Естественно было предположить, что любовник, чье положение на краю пропасти заставляло его стесняться просить руки своей возлюбленной у ее ближайшего родственника мужского пола и покровителя, и который обнаружил, что его затруднения внезапно сглажены и представлены в легком свете тем самым человеком, от которого можно было ожидать их преувеличения, был бы последним человеком, который стал бы воздвигать новые камни преткновения на пути к счастью, столь неожиданно расчищенном перед ним. Штейнфельд, однако, казался мало расположенным соглашаться с успокаивающим взглядом банкира на его катастрофическое финансовое положение. С рвением, которое свидетельствовало либо о самой почетной щепетильности, либо о крайне слабом желании стать мужем мадемуазель Гонфалон, он поправил Фателло.
«Я от всей души желаю, — сказал он, — чтобы дела обстояли не хуже, чем вы предполагаете. Вы совершенно недооцениваете мои реальные затруднения. Мое поместье принадлежит мне лишь номинально; ни гроша из того, что оно приносит, не попадает мне в карман; сам замок и его обстановка заложены; некоторые дома в Вене и несколько тысяч флоринов австрийской ренты, полученные от матери, растаяли много лет назад; я по уши в долгах и со всех сторон осаждаем кредиторами и вымогателями. Я подсчитал свои обязательства на днях — почему, не знаю, ибо у меня нет шансов их погасить — и обнаружил, что потребовалось бы триста тысяч флоринов, чтобы освободить мои земли и выплатить долги. Вы видите, мой дорогой господин Фателло, я не очень подходящая партия для наследницы».
Фателло выслушал с глубоким вниманием неплатежеспособный баланс, представленный бароном.

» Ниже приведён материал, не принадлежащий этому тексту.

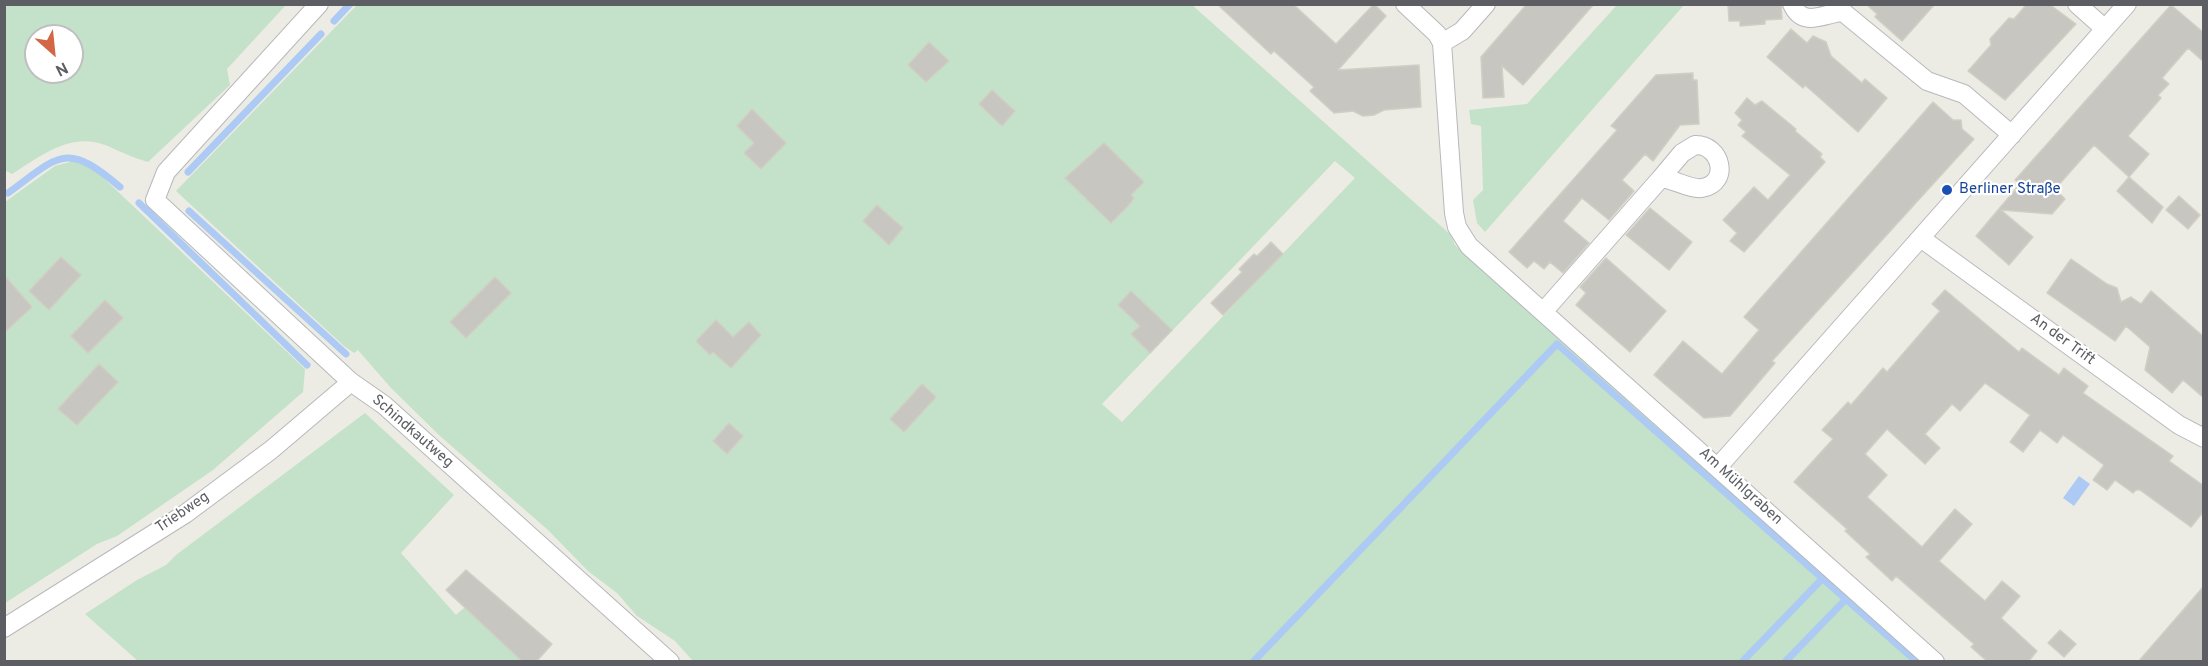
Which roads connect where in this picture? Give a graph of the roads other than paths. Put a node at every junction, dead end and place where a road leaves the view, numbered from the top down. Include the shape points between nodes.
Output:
1 (319, 4) edge
2 (1405, 4) edge
3 (1486, 4) edge
4 (1792, 4) edge
5 (2077, 4) edge
6 (2127, 4) edge
7 (1841, 8) edge
8 (2105, 29) junction
9 (1443, 43) junction
10 (2012, 135) junction
11 (1661, 178) dead end
12 (1922, 239) junction
13 (1543, 312) junction
14 (351, 382) junction
15 (2204, 438) edge
16 (1718, 467) junction
17 (4, 628) edge
18 (670, 662) edge
19 (1935, 662) edge

1 - 14 street, Schindkautweg via 166,172 155,200
2 - 9 street
3 - 9 street via 1462,31
4 - 7 street via 1801,16 1811,19
5 - 8 street
6 - 8 street
7 - 10 street via 1927,81 1964,94
8 - 10 street
9 - 13 street, Am Mühlgraben via 1457,227 1469,246
10 - 12 street
11 - 13 street
12 - 15 street, An der Trift via 2179,425
12 - 16 street
13 - 16 street, Am Mühlgraben
14 - 17 street, Triebweg via 185,514
14 - 18 street, Schindkautweg via 384,405
16 - 19 street, Am Mühlgraben

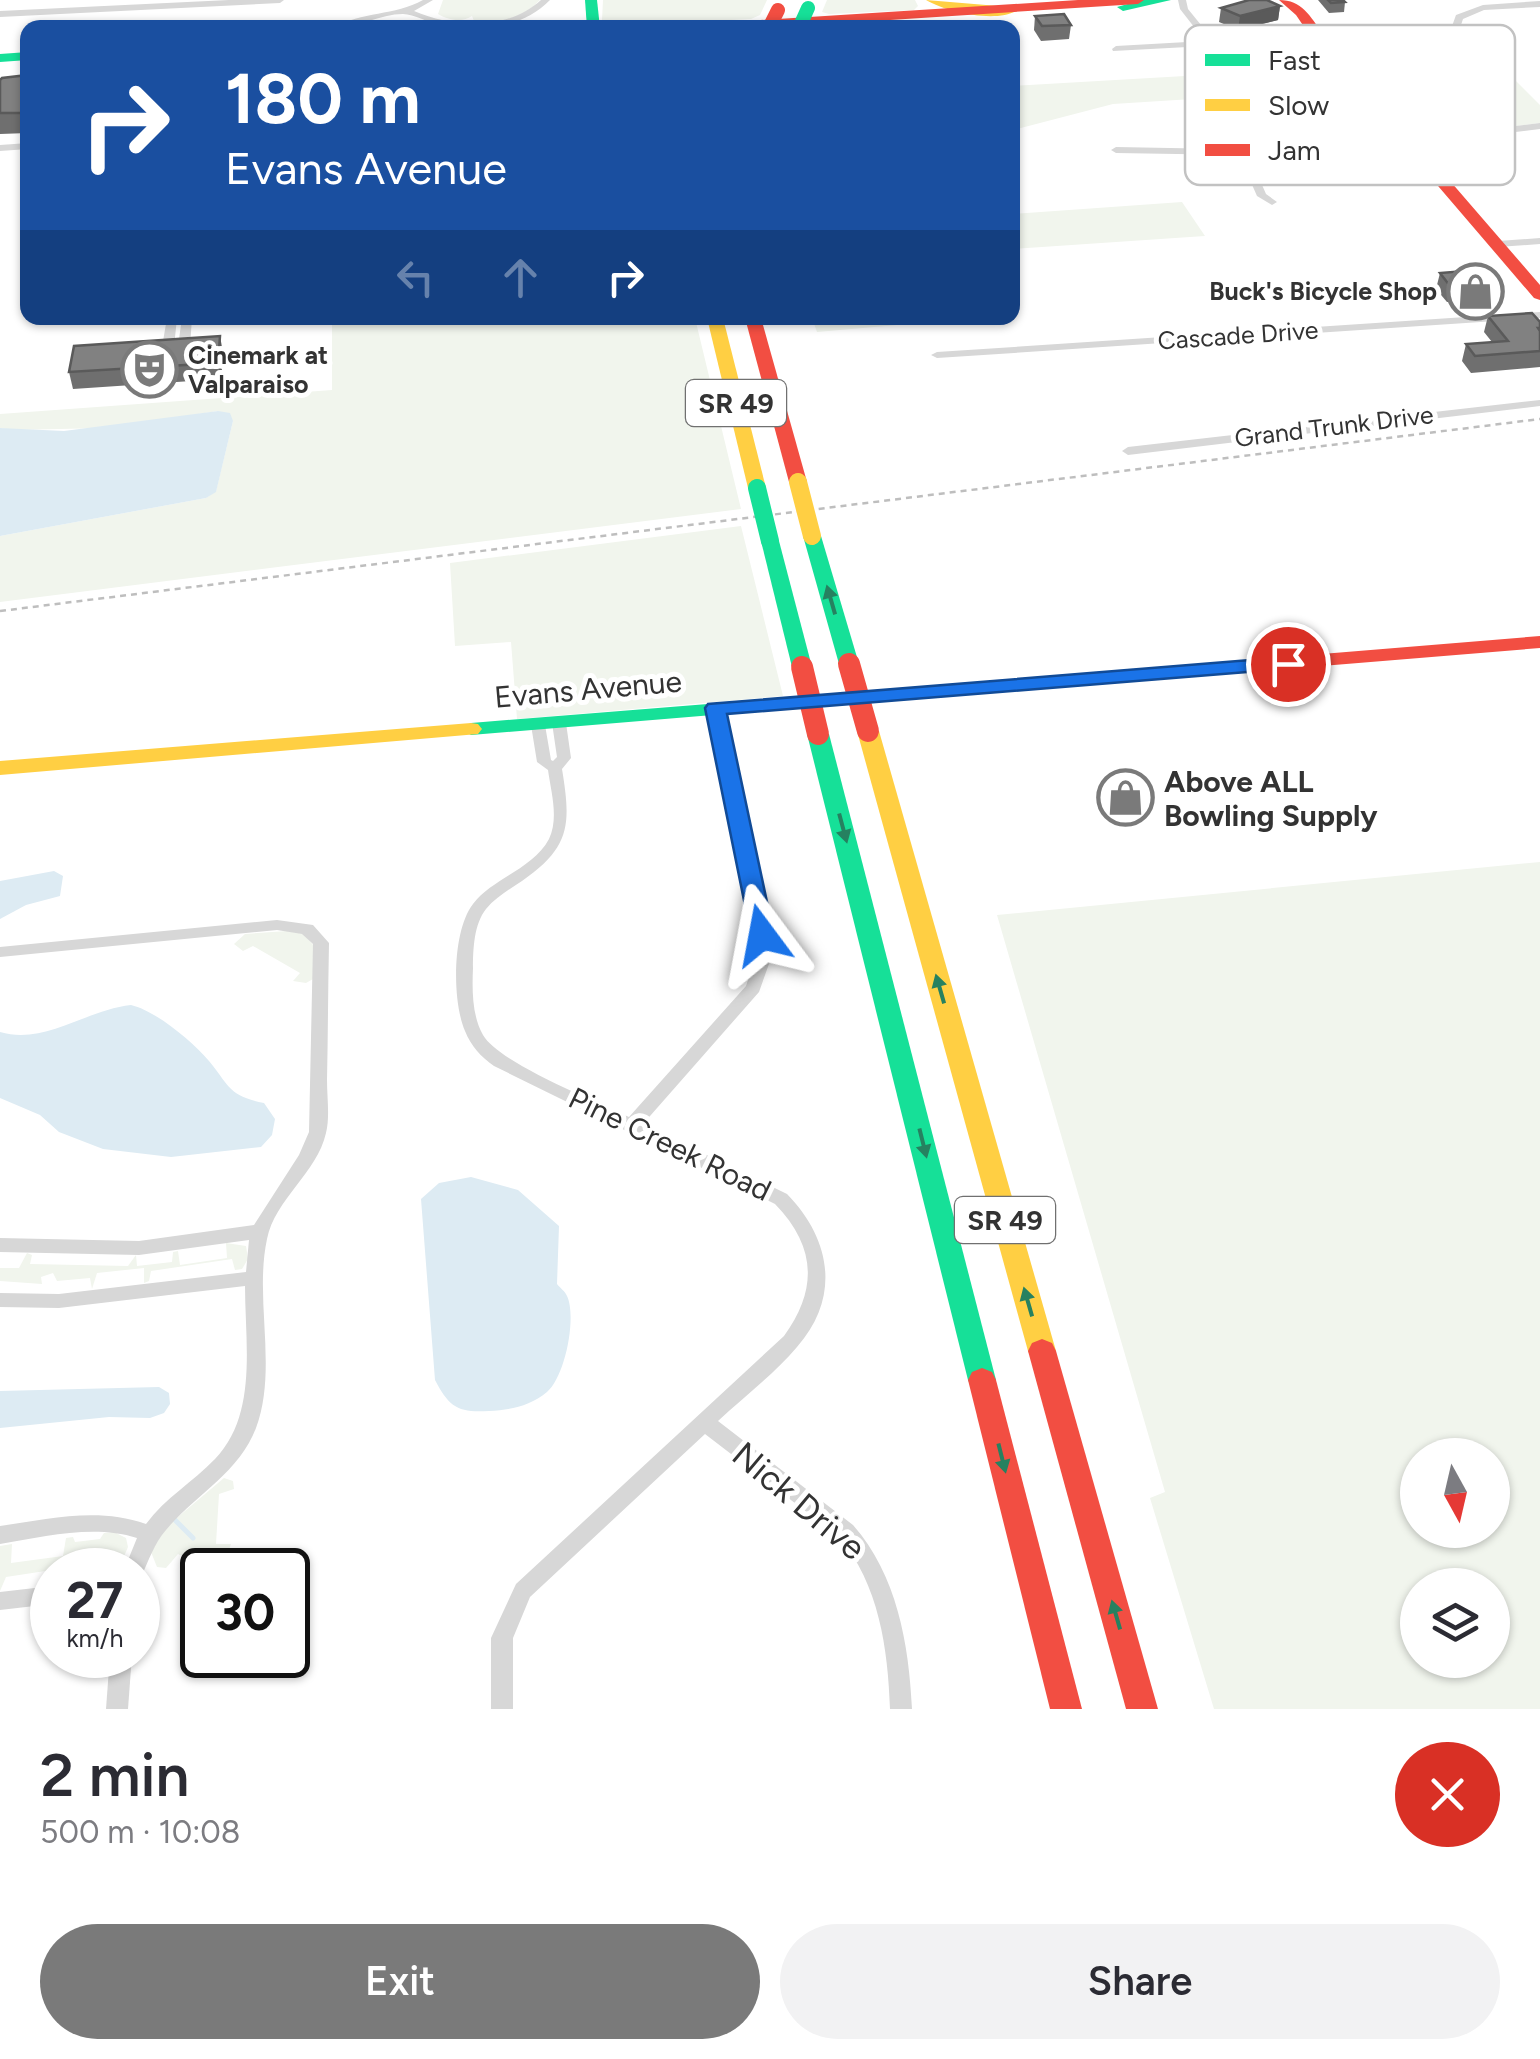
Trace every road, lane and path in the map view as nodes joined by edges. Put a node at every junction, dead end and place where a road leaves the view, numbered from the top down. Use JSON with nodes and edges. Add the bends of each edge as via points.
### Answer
{"nodes":[{"id":1,"x":280,"y":0,"type":"edge"},
{"id":2,"x":429,"y":0,"type":"edge"},
{"id":3,"x":546,"y":0,"type":"edge"},
{"id":4,"x":1138,"y":0,"type":"edge"},
{"id":5,"x":1165,"y":0,"type":"edge"},
{"id":6,"x":1182,"y":0,"type":"edge"},
{"id":7,"x":1272,"y":0,"type":"edge"},
{"id":8,"x":1285,"y":0,"type":"edge"},
{"id":9,"x":1540,"y":4,"type":"edge"},
{"id":10,"x":70,"y":5,"type":"edge"},
{"id":11,"x":408,"y":11,"type":"junction"},
{"id":12,"x":934,"y":13,"type":"edge"},
{"id":13,"x":0,"y":14,"type":"edge"},
{"id":14,"x":806,"y":16,"type":"edge"},
{"id":15,"x":358,"y":20,"type":"edge"},
{"id":16,"x":428,"y":20,"type":"edge"},
{"id":17,"x":519,"y":20,"type":"edge"},
{"id":18,"x":824,"y":20,"type":"edge"},
{"id":19,"x":1197,"y":25,"type":"edge"},
{"id":20,"x":1305,"y":25,"type":"edge"},
{"id":21,"x":1309,"y":25,"type":"edge"},
{"id":22,"x":1456,"y":25,"type":"edge"},
{"id":23,"x":1185,"y":44,"type":"edge"},
{"id":24,"x":1116,"y":48,"type":"dead end"},
{"id":25,"x":1540,"y":126,"type":"edge"},
{"id":26,"x":1515,"y":129,"type":"edge"},
{"id":27,"x":1116,"y":150,"type":"dead end"},
{"id":28,"x":1185,"y":151,"type":"edge"},
{"id":29,"x":1257,"y":185,"type":"edge"},
{"id":30,"x":1447,"y":185,"type":"edge"},
{"id":31,"x":1272,"y":202,"type":"dead end"},
{"id":32,"x":1540,"y":242,"type":"edge"},
{"id":33,"x":1498,"y":244,"type":"junction"},
{"id":34,"x":1540,"y":295,"type":"edge"},
{"id":35,"x":1540,"y":315,"type":"edge"},
{"id":36,"x":171,"y":325,"type":"edge"},
{"id":37,"x":186,"y":325,"type":"edge"},
{"id":38,"x":717,"y":325,"type":"edge"},
{"id":39,"x":755,"y":325,"type":"edge"},
{"id":40,"x":762,"y":325,"type":"edge"},
{"id":41,"x":184,"y":346,"type":"edge"},
{"id":42,"x":168,"y":347,"type":"edge"},
{"id":43,"x":762,"y":351,"type":"junction"},
{"id":44,"x":937,"y":355,"type":"dead end"},
{"id":45,"x":1540,"y":402,"type":"edge"},
{"id":46,"x":1128,"y":451,"type":"dead end"},
{"id":47,"x":1540,"y":642,"type":"edge"},
{"id":48,"x":715,"y":708,"type":"junction"},
{"id":49,"x":549,"y":724,"type":"junction"},
{"id":50,"x":0,"y":768,"type":"edge"},
{"id":51,"x":0,"y":952,"type":"edge"},
{"id":52,"x":632,"y":1126,"type":"junction"},
{"id":53,"x":260,"y":1231,"type":"junction"},
{"id":54,"x":0,"y":1245,"type":"edge"},
{"id":55,"x":255,"y":1278,"type":"junction"},
{"id":56,"x":0,"y":1300,"type":"edge"},
{"id":57,"x":703,"y":1421,"type":"junction"},
{"id":58,"x":147,"y":1533,"type":"junction"},
{"id":59,"x":0,"y":1535,"type":"edge"},
{"id":60,"x":142,"y":1548,"type":"edge"},
{"id":61,"x":30,"y":1597,"type":"edge"},
{"id":62,"x":0,"y":1601,"type":"edge"},
{"id":63,"x":120,"y":1678,"type":"edge"},
{"id":64,"x":118,"y":1709,"type":"edge"},
{"id":65,"x":502,"y":1709,"type":"edge"},
{"id":66,"x":902,"y":1709,"type":"edge"},
{"id":67,"x":1066,"y":1709,"type":"edge"},
{"id":68,"x":1142,"y":1709,"type":"edge"}],
"edges":[{"from":1,"to":10,"type":"street"},
{"from":2,"to":11,"type":"street"},
{"from":3,"to":17,"type":"street"},
{"from":4,"to":12,"type":"main road"},
{"from":5,"to":12,"type":"main road","via":[[1084,12]]},
{"from":6,"to":19,"type":"street"},
{"from":7,"to":20,"type":"main road"},
{"from":8,"to":21,"type":"main road"},
{"from":9,"to":22,"type":"street","via":[[1482,8],[1459,17]]},
{"from":10,"to":13,"type":"street"},
{"from":11,"to":15,"type":"street"},
{"from":11,"to":16,"type":"street"},
{"from":12,"to":14,"type":"main road"},
{"from":12,"to":18,"type":"main road"},
{"from":23,"to":24,"type":"street"},
{"from":25,"to":26,"type":"street"},
{"from":27,"to":28,"type":"street"},
{"from":29,"to":31,"type":"street"},
{"from":30,"to":33,"type":"main road"},
{"from":32,"to":33,"type":"street"},
{"from":33,"to":34,"type":"main road"},
{"from":35,"to":44,"type":"street","name":"Cascade Drive"},
{"from":36,"to":42,"type":"street"},
{"from":37,"to":41,"type":"street"},
{"from":38,"to":67,"type":"main road","number":"SR 49","one_way":true,"bridge":true},
{"from":39,"to":43,"type":"main road","number":"SR 49"},
{"from":40,"to":43,"type":"main road"},
{"from":68,"to":43,"type":"main road","number":"SR 49","one_way":true,"bridge":true},
{"from":45,"to":46,"type":"street","name":"Grand Trunk Drive"},
{"from":47,"to":48,"type":"main road","name":"Evans Avenue"},
{"from":48,"to":49,"type":"main road","name":"Evans Avenue"},
{"from":48,"to":52,"type":"street","via":[[761,926],[762,962],[746,997]]},
{"from":49,"to":50,"type":"main road","name":"Evans Avenue"},
{"from":49,"to":52,"type":"street","name":"Pine Creek Road","via":[[544,762],[555,768],[560,825],[553,845],[488,898],[467,930],[468,1015],[480,1044],[500,1062]]},
{"from":51,"to":53,"type":"street","via":[[277,926],[317,935],[318,1132]]},
{"from":52,"to":57,"type":"street","name":"Pine Creek Road","via":[[781,1198],[803,1221],[813,1249],[819,1284],[806,1323]]},
{"from":53,"to":54,"type":"street","via":[[138,1248]]},
{"from":53,"to":55,"type":"street"},
{"from":55,"to":56,"type":"street","via":[[59,1301]]},
{"from":55,"to":58,"type":"street","via":[[246,1429],[224,1460]]},
{"from":57,"to":65,"type":"street","name":"Pine Creek Road","via":[[523,1591],[502,1638]]},
{"from":57,"to":66,"type":"street","name":"Nick Drive","via":[[866,1552],[879,1578]]},
{"from":58,"to":59,"type":"street","via":[[109,1522]]},
{"from":58,"to":60,"type":"street"},
{"from":61,"to":62,"type":"street"},
{"from":63,"to":64,"type":"street"}]}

«Триста тысяч флоринов — шестьсот тысяч франков, — задумчиво сказал он, — с учетом ростовщичества и переплат, несомненно, можно было бы избавиться от них за сто тысяч меньше. Что ж, барон, когда Себастьяна выйдет замуж, к ее приданому будет приложено больше, чем это. Ее отец оставил ей около полумиллиона, и я не давал деньгам лежать без дела. Она более богатая женщина, на несколько тысяч луидоров, чем была в момент его смерти. Я не держу ее счет в голове, но полагаю, что ее состояние очистило бы ваши земли и оставило бы еще неплохой запас. И хотя она, безусловно, могла бы найти мужа в лучшем положении в отношении денежных дел, но, поскольку вы так привязаны друг к другу, а счастье, в конце концов, важнее золота, я не буду чинить препятствий. Я заметил, что девушка в последнее время была рассеянна и сентиментальна, но никогда не догадывался о реальной причине. Ах, барон! Вы, очаровательные псы, должны за многое отвечать!»
Пока Фателло продолжал в том же духе, как обычно, с большей прямотой, чем хорошими манерами, Штейнфельд был явно как на иголках; и при первом же появлении паузы в речи банкира он нетерпеливо вмешался.